L’analisi della letteratura recente ha delineato un quadro in cui la vitamina D si configura come un elemento potenzialmente influente in diversi disturbi mentali. Oltre alle più studiate correlazioni con la depressione e la schizofrenia, la letteratura degli ultimi anni sta producendo evidenze anche sul rapporto che intercorre tra la vitamina D e patologie, quali l’autismo e i disturbi della condotta alimentare. Sebbene i risultati suggeriscano una correlazione tra la carenza di vitamina D e la manifestazione e la severità di questi disturbi, la relazione causale non è ancora stata chiaramente delineata. In particolare, nei disturbi come l’autismo e l’anoressia nervosa la vitamina D sembra avere un ruolo sia nello sviluppo che nell’esacerbazione dei sintomi.
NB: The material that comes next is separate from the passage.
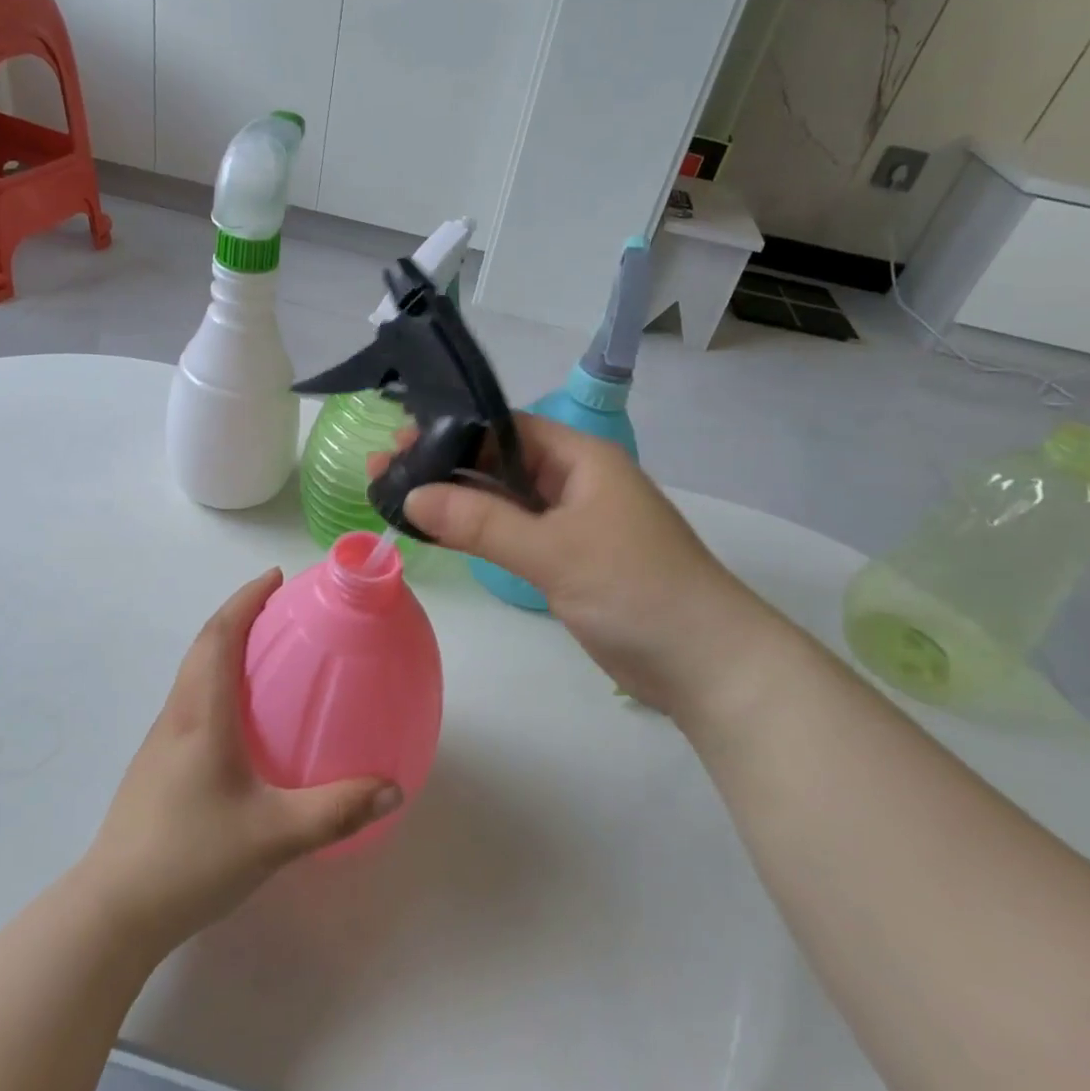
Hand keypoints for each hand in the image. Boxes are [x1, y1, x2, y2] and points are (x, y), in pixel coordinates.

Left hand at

Tuttavia, è cruciale considerare che questa associazione potrebbe non essere univoca e ulteriori ricerche sono necessarie per comprendere se la carenza di vitamina D sia un fattore causale, una conseguenza o un elemento concomitante di questi disturbi. Questa revisione mette anche in evidenza come interventi terapeutici basati sulla supplementazione di vitamina D possano aver beneficio sui disturbi mentali. Il crescente numero delle evidenze sul rapporto che intercorre tra disturbi mentali, quali schizofrenia e depressione, e la vitamina D pone le basi per un approfondimento della relazione tra quest’ultima e altre patologie psichiatriche, nonché per l’utilizzo della supplementazione della stessa in pazienti affetti da disturbi mentali.